The exact words in the law are "Minimum Essential Coverage." You are considered to have minimum essential coverage if you have:
- Any health insurance plan sold on the Health Insurance Marketplace;
- Any individual insurance plan you already have (as long as it provides "Essential Health Benefits" as defined by the ACA...see statement #5 of this section);
- Any employer plan (including COBRA);
- Medicare;
- Medicaid;
- The Children's Health Insurance Program (CHIP);
- TRICARE (applies to current service members and military retirees, their families and their survivors);
- VA Health Care Program, VA Civilian Health and Medical Program (CHAMPVA) and Spina Bifida Health Care Benefits Program; or
- Peace Corp volunteer plans.
5. Eligible insurances must provide "Essential Health Benefits" as defined by the ACA.

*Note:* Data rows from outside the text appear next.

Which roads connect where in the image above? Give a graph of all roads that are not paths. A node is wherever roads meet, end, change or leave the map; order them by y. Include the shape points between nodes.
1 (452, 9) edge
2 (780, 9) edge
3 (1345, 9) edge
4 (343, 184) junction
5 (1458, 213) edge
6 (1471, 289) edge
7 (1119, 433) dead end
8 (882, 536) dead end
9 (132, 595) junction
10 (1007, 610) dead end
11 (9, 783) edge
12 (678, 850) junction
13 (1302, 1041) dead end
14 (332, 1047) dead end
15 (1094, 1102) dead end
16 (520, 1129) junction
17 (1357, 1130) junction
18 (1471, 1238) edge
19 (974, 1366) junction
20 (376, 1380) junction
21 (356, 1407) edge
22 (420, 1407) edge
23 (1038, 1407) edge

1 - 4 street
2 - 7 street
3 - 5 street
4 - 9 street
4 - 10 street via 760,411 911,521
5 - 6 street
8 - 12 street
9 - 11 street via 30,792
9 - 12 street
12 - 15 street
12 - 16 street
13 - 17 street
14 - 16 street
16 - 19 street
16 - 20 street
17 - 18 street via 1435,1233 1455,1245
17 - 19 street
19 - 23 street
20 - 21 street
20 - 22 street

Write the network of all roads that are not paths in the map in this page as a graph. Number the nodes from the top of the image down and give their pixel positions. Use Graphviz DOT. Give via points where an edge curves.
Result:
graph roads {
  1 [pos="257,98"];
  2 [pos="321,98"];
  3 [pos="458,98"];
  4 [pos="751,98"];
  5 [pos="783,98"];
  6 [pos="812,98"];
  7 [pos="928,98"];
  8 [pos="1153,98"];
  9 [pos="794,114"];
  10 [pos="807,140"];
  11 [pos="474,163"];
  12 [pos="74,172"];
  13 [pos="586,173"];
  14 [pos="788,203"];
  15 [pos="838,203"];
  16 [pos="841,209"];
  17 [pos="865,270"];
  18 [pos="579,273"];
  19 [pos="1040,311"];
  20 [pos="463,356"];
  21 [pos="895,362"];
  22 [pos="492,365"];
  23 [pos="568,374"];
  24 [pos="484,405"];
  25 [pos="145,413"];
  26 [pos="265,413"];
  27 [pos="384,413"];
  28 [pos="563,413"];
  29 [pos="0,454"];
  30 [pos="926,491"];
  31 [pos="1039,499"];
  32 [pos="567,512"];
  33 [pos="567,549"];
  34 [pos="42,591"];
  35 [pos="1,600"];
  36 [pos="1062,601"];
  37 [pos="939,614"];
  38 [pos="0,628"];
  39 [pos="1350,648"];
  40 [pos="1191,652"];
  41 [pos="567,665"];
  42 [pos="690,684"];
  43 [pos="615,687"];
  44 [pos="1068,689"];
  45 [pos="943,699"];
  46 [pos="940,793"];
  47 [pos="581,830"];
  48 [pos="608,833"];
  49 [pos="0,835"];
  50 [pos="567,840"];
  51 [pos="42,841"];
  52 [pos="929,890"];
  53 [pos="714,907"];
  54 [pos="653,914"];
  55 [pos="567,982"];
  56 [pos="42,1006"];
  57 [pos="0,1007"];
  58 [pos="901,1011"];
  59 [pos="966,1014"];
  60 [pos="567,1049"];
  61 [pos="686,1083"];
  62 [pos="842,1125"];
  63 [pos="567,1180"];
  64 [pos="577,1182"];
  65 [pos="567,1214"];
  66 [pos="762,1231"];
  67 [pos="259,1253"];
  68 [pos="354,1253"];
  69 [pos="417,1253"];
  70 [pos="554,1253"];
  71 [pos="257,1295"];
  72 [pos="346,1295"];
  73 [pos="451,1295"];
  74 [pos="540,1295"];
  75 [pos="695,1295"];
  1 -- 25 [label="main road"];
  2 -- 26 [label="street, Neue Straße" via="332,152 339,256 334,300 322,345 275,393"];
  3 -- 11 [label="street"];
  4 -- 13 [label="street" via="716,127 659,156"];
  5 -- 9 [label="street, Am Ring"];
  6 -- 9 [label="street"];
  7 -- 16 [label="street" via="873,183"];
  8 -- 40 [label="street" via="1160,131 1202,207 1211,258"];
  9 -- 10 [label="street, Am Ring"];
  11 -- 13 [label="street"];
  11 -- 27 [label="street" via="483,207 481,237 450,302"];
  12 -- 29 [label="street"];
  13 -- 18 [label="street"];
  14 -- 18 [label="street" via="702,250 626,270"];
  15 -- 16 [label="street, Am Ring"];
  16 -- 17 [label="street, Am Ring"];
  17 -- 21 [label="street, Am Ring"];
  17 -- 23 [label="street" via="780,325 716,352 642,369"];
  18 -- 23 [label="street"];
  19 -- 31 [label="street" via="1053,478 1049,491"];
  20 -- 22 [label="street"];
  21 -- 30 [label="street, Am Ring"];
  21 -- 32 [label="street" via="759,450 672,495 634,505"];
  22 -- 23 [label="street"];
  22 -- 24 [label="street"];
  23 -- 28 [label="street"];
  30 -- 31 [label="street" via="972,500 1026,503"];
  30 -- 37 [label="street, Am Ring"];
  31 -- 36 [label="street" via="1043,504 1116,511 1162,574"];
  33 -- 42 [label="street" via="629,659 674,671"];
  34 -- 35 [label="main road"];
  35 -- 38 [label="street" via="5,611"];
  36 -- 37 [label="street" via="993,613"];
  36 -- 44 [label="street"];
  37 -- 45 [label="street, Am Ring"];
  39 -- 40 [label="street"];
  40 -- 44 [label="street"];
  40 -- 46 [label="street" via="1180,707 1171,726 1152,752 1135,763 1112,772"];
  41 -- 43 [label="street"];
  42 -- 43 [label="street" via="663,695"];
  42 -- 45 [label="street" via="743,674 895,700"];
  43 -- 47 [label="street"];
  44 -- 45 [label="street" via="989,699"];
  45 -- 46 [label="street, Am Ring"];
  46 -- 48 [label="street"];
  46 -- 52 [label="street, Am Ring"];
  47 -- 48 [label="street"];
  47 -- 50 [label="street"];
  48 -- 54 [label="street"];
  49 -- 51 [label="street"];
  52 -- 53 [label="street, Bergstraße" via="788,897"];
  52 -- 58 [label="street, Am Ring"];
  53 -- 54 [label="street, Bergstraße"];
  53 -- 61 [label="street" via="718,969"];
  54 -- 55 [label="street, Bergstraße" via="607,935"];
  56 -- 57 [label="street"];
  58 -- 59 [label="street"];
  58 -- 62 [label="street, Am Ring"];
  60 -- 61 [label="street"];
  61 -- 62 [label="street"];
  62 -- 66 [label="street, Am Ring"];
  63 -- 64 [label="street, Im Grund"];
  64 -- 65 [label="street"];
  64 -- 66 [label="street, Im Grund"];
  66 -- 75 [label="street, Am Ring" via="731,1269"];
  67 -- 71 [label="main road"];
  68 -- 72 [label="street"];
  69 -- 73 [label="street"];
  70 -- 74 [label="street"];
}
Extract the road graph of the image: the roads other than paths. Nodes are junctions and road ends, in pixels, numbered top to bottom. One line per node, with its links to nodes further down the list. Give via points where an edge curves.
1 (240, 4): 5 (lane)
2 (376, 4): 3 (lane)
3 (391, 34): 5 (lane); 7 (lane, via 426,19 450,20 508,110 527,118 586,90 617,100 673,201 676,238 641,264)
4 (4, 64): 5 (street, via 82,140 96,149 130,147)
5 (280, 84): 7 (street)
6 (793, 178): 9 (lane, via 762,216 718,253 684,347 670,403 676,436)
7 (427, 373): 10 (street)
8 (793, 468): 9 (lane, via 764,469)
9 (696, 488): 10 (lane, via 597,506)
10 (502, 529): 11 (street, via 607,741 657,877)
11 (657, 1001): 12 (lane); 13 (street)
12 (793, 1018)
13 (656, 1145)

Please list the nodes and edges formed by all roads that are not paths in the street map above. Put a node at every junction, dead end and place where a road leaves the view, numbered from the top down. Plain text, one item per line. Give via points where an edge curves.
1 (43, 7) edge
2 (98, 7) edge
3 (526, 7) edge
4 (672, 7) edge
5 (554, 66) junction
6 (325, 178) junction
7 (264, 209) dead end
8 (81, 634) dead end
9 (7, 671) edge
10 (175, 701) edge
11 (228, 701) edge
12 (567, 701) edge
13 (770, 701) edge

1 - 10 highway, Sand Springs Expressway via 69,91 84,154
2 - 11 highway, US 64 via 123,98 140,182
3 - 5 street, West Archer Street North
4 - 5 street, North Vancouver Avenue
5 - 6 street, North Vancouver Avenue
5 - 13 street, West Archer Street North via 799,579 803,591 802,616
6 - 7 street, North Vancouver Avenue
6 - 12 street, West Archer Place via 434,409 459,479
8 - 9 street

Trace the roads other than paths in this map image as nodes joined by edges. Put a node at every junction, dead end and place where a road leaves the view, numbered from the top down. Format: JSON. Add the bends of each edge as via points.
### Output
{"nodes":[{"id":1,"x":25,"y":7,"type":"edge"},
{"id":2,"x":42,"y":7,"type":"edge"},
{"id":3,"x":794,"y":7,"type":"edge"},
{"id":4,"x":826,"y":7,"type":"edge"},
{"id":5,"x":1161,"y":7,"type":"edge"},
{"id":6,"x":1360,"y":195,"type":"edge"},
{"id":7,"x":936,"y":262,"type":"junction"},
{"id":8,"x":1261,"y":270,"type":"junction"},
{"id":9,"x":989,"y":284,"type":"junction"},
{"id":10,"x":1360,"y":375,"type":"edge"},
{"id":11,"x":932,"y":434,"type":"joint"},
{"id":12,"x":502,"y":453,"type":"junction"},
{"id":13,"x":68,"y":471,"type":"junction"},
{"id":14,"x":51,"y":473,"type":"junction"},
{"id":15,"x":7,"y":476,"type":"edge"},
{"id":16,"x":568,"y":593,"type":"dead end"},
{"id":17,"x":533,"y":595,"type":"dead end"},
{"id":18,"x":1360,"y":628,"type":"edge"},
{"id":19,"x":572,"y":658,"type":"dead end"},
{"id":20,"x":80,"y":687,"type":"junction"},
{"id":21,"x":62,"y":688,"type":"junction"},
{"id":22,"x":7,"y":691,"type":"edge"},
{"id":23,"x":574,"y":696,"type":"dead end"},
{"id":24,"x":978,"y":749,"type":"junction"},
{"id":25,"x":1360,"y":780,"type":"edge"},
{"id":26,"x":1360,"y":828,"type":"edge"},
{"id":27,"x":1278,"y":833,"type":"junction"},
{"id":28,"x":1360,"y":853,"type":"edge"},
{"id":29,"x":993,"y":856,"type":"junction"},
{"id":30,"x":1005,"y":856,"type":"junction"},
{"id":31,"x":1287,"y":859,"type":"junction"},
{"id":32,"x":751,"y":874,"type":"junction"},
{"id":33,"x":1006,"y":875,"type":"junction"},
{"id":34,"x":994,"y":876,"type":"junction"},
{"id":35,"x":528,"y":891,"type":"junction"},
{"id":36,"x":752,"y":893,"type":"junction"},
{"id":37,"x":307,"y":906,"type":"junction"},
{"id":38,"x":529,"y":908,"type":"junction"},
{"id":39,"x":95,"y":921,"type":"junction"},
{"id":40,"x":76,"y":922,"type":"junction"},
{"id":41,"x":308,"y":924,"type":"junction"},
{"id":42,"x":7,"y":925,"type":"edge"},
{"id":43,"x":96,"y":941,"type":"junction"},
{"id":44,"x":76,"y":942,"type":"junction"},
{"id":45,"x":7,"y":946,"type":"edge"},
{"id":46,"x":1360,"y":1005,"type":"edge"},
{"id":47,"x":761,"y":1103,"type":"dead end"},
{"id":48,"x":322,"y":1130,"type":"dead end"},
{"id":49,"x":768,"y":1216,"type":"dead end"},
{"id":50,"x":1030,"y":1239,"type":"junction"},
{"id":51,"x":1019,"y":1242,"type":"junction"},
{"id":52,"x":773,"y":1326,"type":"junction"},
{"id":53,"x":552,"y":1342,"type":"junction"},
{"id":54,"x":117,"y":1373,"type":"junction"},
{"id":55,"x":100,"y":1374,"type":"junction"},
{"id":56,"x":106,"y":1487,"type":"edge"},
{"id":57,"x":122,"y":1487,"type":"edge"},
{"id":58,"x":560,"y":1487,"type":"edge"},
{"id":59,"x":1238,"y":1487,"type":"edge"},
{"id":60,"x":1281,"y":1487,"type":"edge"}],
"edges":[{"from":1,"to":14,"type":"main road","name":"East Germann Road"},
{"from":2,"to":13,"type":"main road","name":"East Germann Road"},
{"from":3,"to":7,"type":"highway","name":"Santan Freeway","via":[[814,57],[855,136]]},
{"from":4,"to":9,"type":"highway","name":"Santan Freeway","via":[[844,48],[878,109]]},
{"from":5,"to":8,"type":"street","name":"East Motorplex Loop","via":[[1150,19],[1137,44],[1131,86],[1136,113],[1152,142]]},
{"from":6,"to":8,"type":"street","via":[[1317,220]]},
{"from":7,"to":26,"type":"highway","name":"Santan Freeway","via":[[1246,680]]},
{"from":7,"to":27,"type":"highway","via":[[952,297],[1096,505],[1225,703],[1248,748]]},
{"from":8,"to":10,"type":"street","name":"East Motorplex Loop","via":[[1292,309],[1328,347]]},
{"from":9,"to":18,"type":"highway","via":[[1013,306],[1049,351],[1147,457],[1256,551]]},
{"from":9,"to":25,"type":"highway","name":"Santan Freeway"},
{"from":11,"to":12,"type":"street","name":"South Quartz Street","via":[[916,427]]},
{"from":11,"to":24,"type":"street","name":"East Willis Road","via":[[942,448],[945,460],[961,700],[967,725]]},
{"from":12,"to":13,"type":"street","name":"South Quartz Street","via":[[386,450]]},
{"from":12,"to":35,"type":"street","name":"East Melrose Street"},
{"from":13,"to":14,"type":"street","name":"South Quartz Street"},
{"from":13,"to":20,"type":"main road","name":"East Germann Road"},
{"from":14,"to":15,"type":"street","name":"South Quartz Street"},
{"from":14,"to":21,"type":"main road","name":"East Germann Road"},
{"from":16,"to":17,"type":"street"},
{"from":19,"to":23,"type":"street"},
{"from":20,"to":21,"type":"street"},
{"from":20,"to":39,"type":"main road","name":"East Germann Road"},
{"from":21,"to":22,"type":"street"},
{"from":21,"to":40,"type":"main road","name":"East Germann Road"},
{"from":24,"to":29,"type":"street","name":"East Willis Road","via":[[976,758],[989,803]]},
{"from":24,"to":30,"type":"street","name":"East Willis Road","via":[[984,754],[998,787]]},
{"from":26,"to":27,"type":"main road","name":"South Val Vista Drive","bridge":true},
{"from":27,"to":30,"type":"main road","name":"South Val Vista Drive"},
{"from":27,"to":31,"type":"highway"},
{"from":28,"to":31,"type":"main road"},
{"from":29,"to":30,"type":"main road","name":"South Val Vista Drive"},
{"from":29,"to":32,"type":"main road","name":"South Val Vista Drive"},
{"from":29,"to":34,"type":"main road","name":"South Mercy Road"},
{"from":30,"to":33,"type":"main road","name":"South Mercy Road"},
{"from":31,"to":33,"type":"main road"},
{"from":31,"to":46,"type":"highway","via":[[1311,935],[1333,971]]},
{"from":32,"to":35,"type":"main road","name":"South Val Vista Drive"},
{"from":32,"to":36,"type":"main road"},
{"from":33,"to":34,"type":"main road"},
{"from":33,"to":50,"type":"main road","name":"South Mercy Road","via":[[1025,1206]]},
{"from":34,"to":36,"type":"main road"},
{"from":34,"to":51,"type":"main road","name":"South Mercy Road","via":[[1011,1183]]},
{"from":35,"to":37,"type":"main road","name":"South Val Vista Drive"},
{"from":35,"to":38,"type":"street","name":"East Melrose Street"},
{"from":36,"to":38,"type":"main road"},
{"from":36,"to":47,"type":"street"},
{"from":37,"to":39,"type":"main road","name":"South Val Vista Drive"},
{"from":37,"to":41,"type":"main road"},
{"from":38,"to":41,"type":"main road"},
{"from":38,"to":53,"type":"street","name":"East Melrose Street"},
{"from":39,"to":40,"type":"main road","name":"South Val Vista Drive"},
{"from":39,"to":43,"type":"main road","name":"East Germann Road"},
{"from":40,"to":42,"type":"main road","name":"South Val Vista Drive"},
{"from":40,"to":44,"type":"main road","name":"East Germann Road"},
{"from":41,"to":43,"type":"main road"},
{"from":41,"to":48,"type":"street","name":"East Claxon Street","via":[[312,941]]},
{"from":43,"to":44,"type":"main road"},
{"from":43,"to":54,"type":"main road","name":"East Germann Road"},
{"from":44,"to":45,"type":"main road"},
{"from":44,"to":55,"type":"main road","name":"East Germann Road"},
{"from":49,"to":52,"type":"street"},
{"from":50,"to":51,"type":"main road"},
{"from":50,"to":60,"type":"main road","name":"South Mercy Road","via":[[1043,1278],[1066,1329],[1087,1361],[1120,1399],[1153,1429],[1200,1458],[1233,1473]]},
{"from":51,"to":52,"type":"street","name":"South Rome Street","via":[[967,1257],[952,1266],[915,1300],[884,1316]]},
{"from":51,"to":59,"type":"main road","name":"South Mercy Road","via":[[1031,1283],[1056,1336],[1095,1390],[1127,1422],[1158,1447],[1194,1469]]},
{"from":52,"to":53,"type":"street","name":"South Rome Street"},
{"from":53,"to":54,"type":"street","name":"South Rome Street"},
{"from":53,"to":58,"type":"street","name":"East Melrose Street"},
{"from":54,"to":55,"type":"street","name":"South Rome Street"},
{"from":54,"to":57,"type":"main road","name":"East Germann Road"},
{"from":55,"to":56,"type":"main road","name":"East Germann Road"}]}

- Ambulatory patient services
- Emergency services
- Hospitalization
- Maternity and newborn care
- Mental health and substance use disorder services, including behavioral health treatment
- Prescription drugs
- Rehabilitative services and devices
- Laboratory services
- Preventive and wellness services and chronic disease management
- Pediatric services, including oral and vision care
6. Did you forego getting health insurance because it was too expensive? You might qualify for the "Affordability Exemption." These are the steps you should follow to see if this is an exemption you can use.
First:
Use the following chart to see if your household income falls within the 2015 Poverty
Guidelines. Basically, household income includes the gross income of: the taxpayer,
taxable social security must also be added into this household income figure.
Persons in Family/Household |
Household Income Poverty Guidelines |
1 |
$11,770 to $47,080 |
2 |
$15,930 to $63,720 |
3 |
$20,090 to $80,360 |
4 |
$24,250 to $97,000 |
5 |
$28,410 to $113,640 |
6 |
$32,570 to $130,280 |
7 |
$36,730 to $146,920 |
8 |
$40,890 to $163,560 |
Does your household income fall within the chart? Continue to step two...
Second:
Multiply your household income by 8.05%. That is your "Affordability Threshold."
Third:
Find out how much the premium for the lowest cost "Bronze Plan" available to you
was. Go to the following link to find this figure.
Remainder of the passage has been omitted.